Cruz still lived with the Sneads on Wednesday when he killed 17 people at Marjory Stoneman Douglas High School.
“We had this monster living under our roof and we didn’t know,” Kimberly Snead told the Sun-Sentinel. “We didn’t see this side of him.”
The Sneads’ son invited Cruz to live with them last Thanksgiving after Cruz’s mother, who had adopted him, died of pneumonia, leaving him without parents.
They made Cruz buy a locking gun safe to put in his room. He had a handful of guns, including the AR-15 and two other rifles.
The couple also told Cruz he had to take adult education classes.
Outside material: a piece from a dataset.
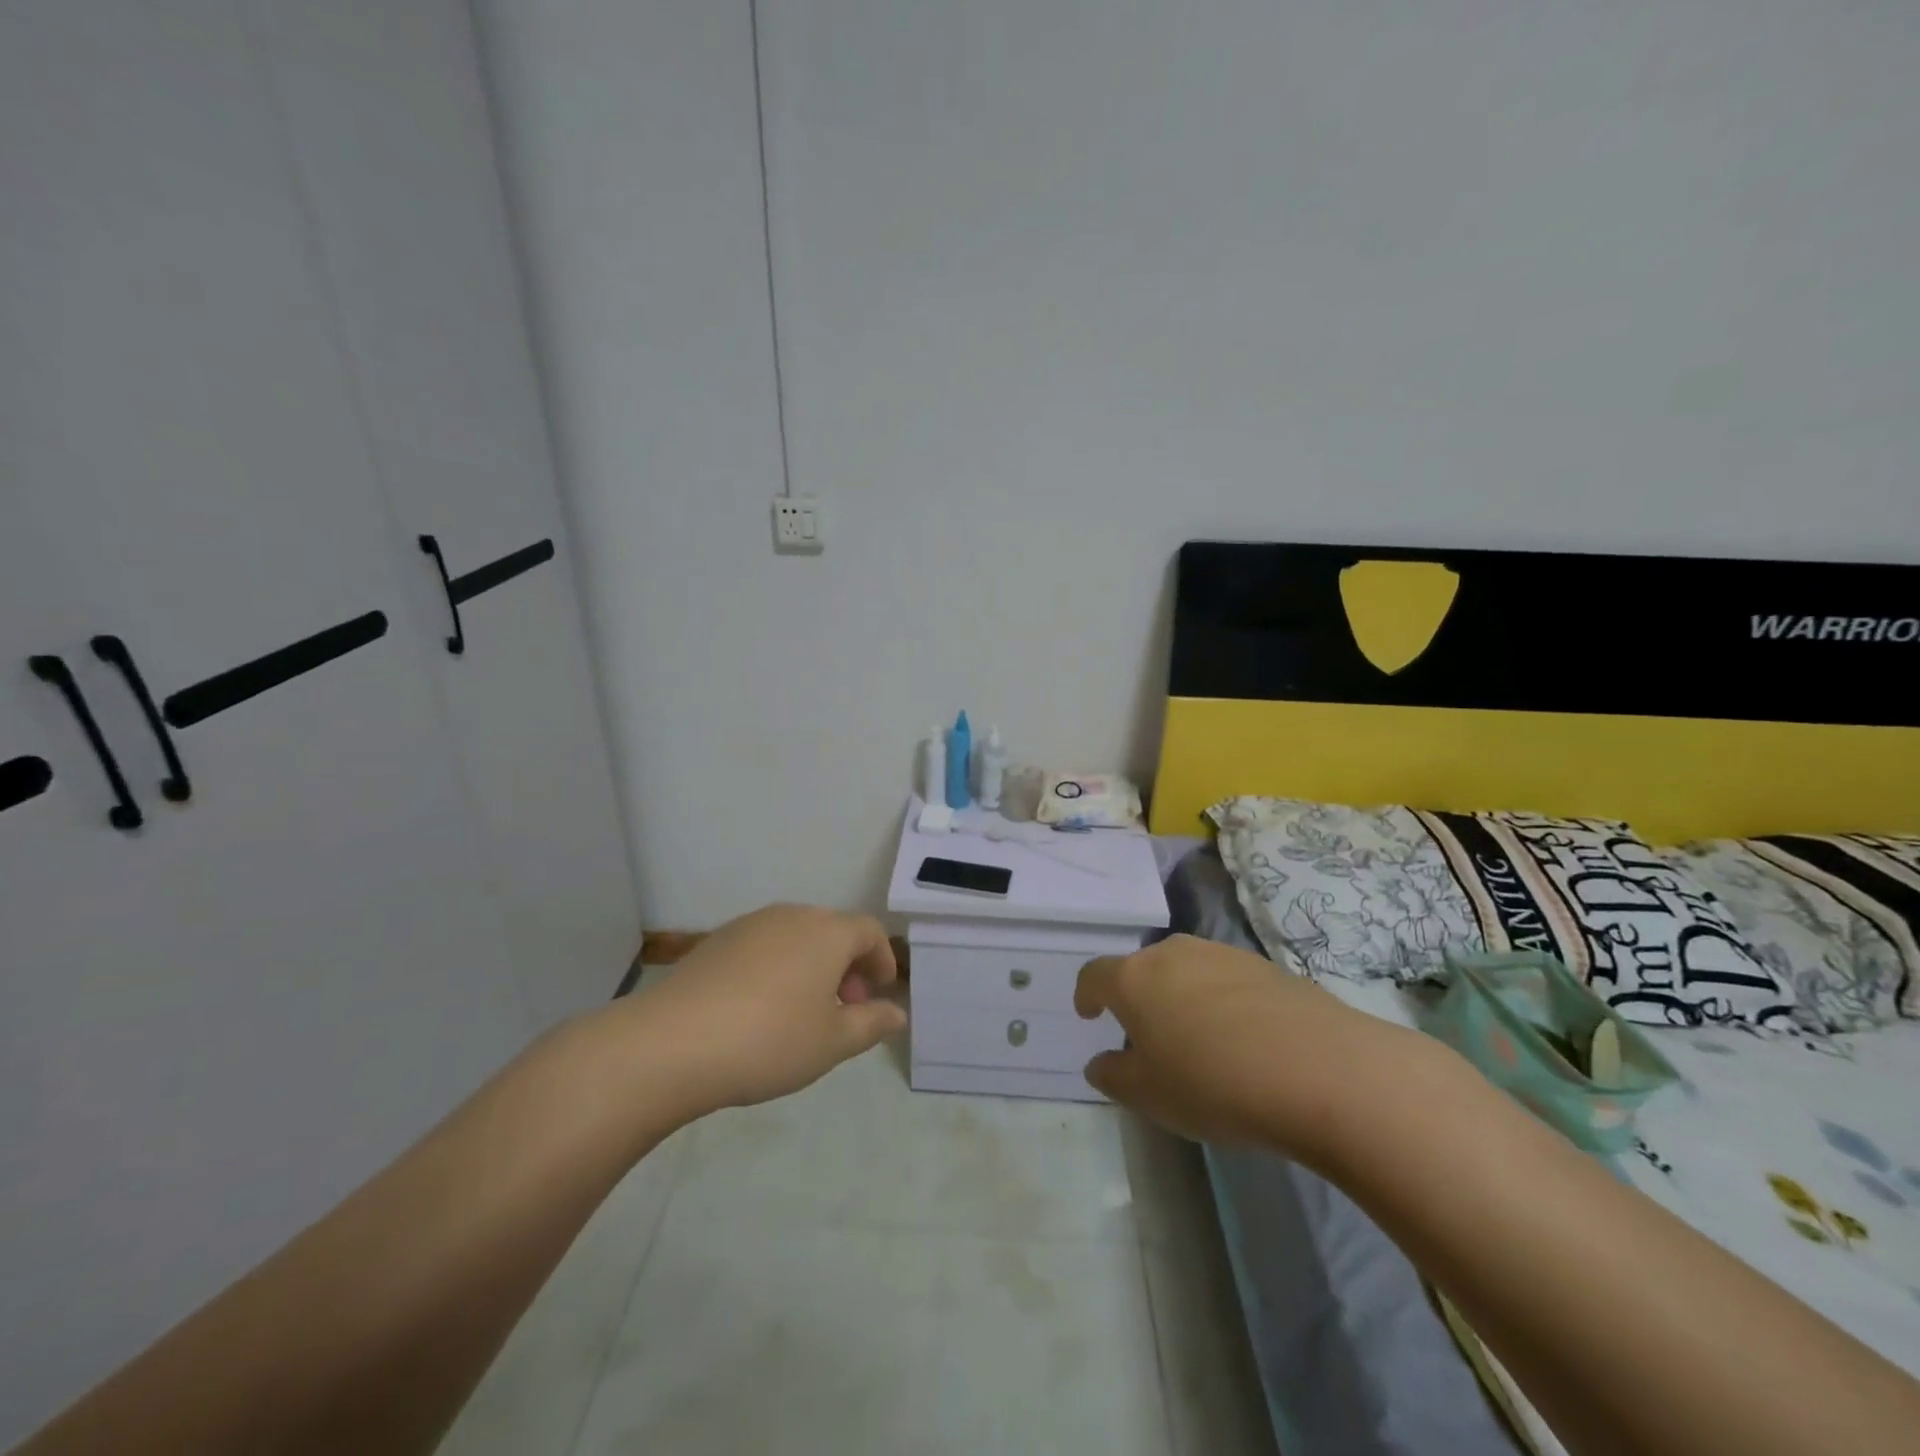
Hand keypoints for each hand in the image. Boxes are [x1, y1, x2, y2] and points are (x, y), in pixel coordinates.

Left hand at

He seemed to be doing well, they said.
“What else could this family have possibly done to put this young man on the right track?” said their attorney, Jim Lewis. “They tried to do a good deed and it went horribly wrong for them.”
On Wednesday morning, Cruz told them he didn’t need a ride to school: “It’s Valentine’s Day and I don’t go to school on Valentine’s Day,” he said.
He said he was going fishing instead.
But around 2:30 p.m. Wednesday, the Sneads’ son called them in a panic. There was a shooting on campus. As James Snead drove to the school, police called him asking where his son Nik was. Snead told him Nikolas wasn’t his son and he didn’t know.
Later, after Cruz was captured.
Kimberly yelled to him, “Really, Nik? Really?”
“He said he was sorry. He apologized. He looked lost, absolutely lost,” said James. “And that was the last time we saw him.”